En Montana, cerca de la frontera con Dakota del Norte, una startup de Colorado llamada Crusoe Energy Systems está utilizando gas natural, un subproducto de la producción de petróleo, como combustible para generar electricidad para los mineros de bitcoins en contenedores de almacenamiento en el lugar. El gas que Crusoe está usando, comprado al propietario del campo petrolero, Kraken Oil & Gas, de lo contrario se quemaría en llamaradas, emitiendo CO2 y otros contaminantes. Vender el gas a los mineros criptográficos es beneficioso para los mineros y las empresas de energía, dicen los defensores. El proceso aún genera CO2, pero también crea algo de valor.

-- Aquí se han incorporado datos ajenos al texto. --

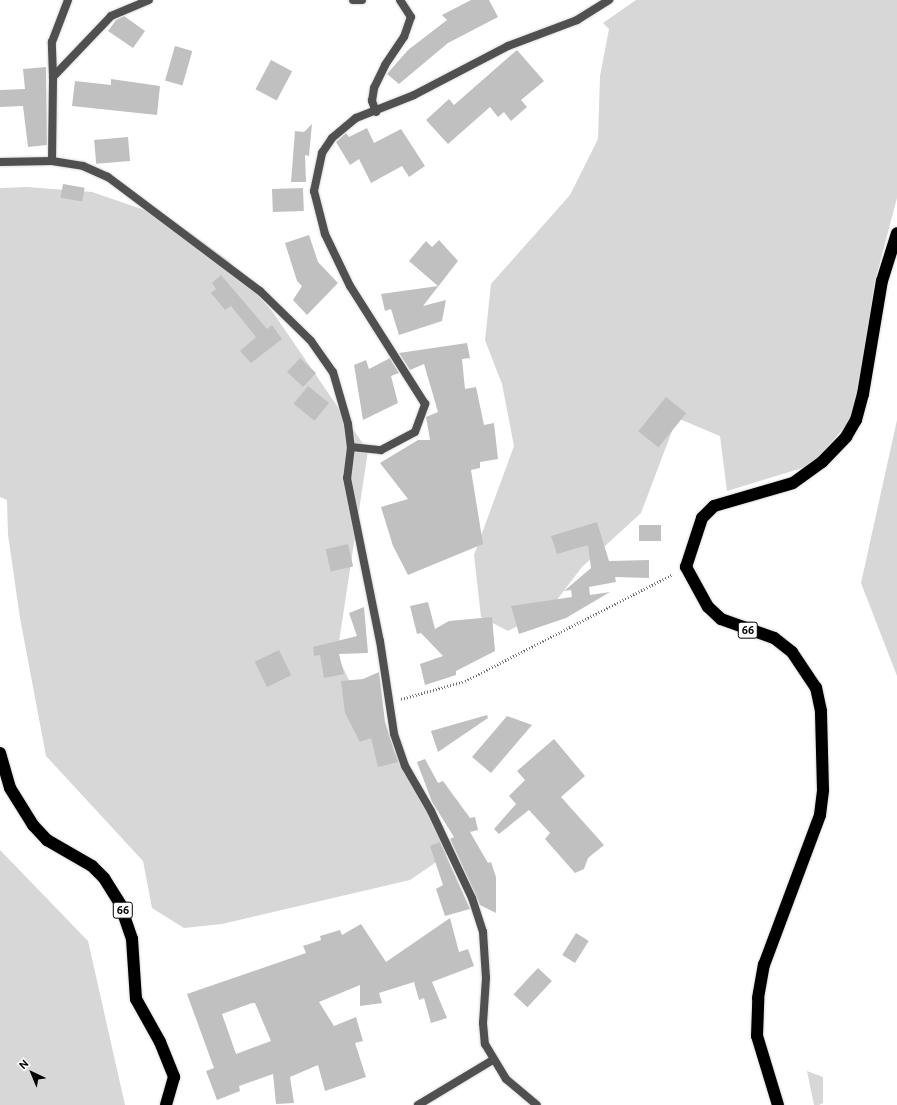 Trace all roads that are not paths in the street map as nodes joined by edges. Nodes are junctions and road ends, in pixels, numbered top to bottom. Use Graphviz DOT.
graph roads {
  1 [pos="68,0"];
  2 [pos="149,0"];
  3 [pos="353,0"];
  4 [pos="362,0"];
  5 [pos="400,0"];
  6 [pos="609,0"];
  7 [pos="53,77"];
  8 [pos="376,112"];
  9 [pos="52,161"];
  10 [pos="0,162"];
  11 [pos="897,233"];
  12 [pos="351,447"];
  13 [pos="0,753"];
  14 [pos="493,1060"];
  15 [pos="166,1105"];
  16 [pos="418,1105"];
  17 [pos="537,1105"];
  18 [pos="778,1105"];
  1 -- 7 [label="street"];
  2 -- 7 [label="street"];
  3 -- 4 [label="street"];
  5 -- 8 [label="street"];
  6 -- 8 [label="street"];
  7 -- 9 [label="street"];
  8 -- 12 [label="street"];
  9 -- 10 [label="street"];
  9 -- 12 [label="street"];
  11 -- 18 [label="highway, 66"];
  12 -- 14 [label="street"];
  13 -- 15 [label="highway, 66"];
  14 -- 16 [label="street"];
  14 -- 17 [label="street"];
}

De Vries ve el proceso, que está siendo replicado en todo el mundo, incluso por Gazprom en Siberia, de manera diferente.

“Hacer que un subproducto de la extracción de combustibles fósiles sea rentable puede extender la longevidad de la fuente de energía, potencialmente haciendo que funcione más de lo que lo haría de otra manera”, dijo.

Howson estuvo de acuerdo.

«En lugar de construir infraestructura renovable para generar energía limpia», dijo, «la minería de bitcoins está creando un incentivo para que las plantas de energía de combustibles fósiles sean más rentables y continúen haciendo lo que están haciendo».